In the first step of their method, a special deep learning model called a sparse autoencoder selectively selects the most relevant features of the learned model and reconstructs them into a few concepts. Then, the multimodal LLM explains each concept in simple language.

This multimodal LLM annotates the images in the dataset by identifying which concepts are present and absent in each image. Researchers use this dataset of annotations to train a concept bottle module to recognize concepts.

They integrated this module into a target model, forcing it to make predictions using only a set of learned concepts that the researchers extracted.

Mind control

They overcame many challenges as they developed the method, from validating LLM’s annotated concepts correctly to determining whether the fuzzy autoencoder had identified human-understandable concepts.

To prevent the model from using unknown or unnecessary concepts, they limit it to only use five concepts for each prediction. This also forces the model to select the most relevant concepts and make the explanations understandable.

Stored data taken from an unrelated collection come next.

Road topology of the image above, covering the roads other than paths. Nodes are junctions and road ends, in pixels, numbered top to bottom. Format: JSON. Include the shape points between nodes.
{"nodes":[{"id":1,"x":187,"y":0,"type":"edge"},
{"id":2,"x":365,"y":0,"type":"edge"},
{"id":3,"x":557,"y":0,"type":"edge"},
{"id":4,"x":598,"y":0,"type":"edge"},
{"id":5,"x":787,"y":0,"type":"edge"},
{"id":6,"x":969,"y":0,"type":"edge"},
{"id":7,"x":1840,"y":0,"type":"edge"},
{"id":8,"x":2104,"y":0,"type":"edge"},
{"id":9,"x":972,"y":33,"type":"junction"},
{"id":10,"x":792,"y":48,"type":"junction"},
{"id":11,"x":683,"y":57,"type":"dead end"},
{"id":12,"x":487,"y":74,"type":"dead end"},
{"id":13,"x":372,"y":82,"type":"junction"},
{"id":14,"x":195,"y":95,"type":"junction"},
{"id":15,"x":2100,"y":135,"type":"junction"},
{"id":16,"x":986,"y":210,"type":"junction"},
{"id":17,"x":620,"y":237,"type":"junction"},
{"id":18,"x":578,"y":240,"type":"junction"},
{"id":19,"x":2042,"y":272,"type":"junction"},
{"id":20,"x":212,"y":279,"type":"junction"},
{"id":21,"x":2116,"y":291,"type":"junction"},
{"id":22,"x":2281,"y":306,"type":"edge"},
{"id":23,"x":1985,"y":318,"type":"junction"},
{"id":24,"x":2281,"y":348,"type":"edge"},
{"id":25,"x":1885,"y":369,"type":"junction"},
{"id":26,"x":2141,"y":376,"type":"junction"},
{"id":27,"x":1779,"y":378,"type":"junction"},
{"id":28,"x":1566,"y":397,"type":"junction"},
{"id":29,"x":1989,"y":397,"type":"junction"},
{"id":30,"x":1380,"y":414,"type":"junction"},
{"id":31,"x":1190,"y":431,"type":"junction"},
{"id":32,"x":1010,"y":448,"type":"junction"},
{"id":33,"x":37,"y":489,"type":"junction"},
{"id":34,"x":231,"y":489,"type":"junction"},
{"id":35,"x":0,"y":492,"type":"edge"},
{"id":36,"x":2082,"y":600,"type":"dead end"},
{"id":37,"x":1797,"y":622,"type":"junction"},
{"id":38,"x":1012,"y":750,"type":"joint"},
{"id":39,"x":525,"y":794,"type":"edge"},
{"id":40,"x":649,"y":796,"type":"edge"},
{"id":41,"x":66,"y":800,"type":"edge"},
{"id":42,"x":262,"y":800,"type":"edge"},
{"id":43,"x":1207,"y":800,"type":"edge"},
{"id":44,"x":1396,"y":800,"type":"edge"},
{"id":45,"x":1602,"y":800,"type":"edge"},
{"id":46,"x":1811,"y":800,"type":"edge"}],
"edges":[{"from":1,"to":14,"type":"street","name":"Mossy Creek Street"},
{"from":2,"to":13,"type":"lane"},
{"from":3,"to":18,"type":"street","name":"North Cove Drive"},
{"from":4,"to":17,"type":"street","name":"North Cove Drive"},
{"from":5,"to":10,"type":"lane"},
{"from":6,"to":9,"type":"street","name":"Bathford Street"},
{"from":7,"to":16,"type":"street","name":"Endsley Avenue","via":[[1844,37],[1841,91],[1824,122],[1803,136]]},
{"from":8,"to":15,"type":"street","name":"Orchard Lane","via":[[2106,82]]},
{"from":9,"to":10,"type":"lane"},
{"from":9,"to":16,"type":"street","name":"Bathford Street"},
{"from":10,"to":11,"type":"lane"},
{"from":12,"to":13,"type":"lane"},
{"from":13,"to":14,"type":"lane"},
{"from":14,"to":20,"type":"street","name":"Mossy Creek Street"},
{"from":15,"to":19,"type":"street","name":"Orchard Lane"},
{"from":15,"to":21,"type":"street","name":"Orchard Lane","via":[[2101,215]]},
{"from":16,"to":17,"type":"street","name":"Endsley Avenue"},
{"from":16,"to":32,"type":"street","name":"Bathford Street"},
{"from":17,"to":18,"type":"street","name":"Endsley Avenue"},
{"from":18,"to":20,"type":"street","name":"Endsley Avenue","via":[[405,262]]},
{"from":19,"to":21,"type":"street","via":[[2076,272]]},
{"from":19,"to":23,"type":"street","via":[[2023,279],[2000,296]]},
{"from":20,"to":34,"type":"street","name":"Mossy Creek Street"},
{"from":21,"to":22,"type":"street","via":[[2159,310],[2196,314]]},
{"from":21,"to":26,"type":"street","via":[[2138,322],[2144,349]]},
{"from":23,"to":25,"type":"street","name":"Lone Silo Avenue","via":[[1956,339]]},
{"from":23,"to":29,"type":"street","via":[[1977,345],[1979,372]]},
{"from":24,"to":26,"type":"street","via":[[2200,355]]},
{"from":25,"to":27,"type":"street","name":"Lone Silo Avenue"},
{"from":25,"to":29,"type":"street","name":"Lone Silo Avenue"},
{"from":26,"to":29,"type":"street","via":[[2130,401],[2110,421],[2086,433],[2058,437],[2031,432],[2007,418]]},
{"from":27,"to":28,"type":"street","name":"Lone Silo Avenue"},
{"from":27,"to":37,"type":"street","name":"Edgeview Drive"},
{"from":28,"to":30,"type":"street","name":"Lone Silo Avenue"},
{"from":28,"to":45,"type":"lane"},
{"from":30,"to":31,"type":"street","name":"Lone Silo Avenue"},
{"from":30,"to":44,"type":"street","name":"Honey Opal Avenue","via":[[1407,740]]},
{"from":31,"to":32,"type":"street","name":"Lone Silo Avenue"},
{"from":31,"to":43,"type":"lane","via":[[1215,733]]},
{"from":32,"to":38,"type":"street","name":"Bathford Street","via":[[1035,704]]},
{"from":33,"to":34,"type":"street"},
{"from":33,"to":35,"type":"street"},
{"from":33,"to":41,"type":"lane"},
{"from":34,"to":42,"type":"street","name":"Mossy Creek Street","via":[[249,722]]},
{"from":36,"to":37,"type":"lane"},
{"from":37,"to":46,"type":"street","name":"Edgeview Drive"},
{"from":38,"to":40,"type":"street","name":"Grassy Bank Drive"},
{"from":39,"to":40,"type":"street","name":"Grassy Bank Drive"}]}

When comparing their method with state-of-the-art CBMs for tasks such as predicting bird species and identifying skin lesions in medical images, their method achieved significantly higher accuracy while providing more accurate descriptions.

Their method also generated concepts that were more applicable to the images in the dataset.

“We showed that extracting concepts from the original model can outperform other CBMs, but there is still a trade-off between interpretability and accuracy that needs to be addressed. Interpretable black-box models still outperform ours,” said De Santis.

In the future, researchers want to study possible solutions to the problem of information leakage, perhaps by adding more concept modules so that unnecessary concepts cannot emerge. They also plan to scale up their method by using a large multimodal LLM to describe a large training dataset, which can improve performance.

“I am excited about this work because it pushes descriptive AI in a very promising way and creates a natural bridge for symbolic AI and knowledge graphs,” said Andreas Hotho, professor and head of the Chair of Data Science at the University of Würzburg, who was not involved in the work. “By locating conceptual constraints on the internal principles of the model rather than solely on human-defined concepts, it provides a path to more faithful explanations of the model and opens up more opportunities for follow-up work with systematic information.”

This research was supported by the Progetto Rocca Doctoral Fellowship, the Italian Ministry of University and Research under the National Recovery and Resilience Plan, Thales Alenia Space, and the European Union under the NextGenerationEU project.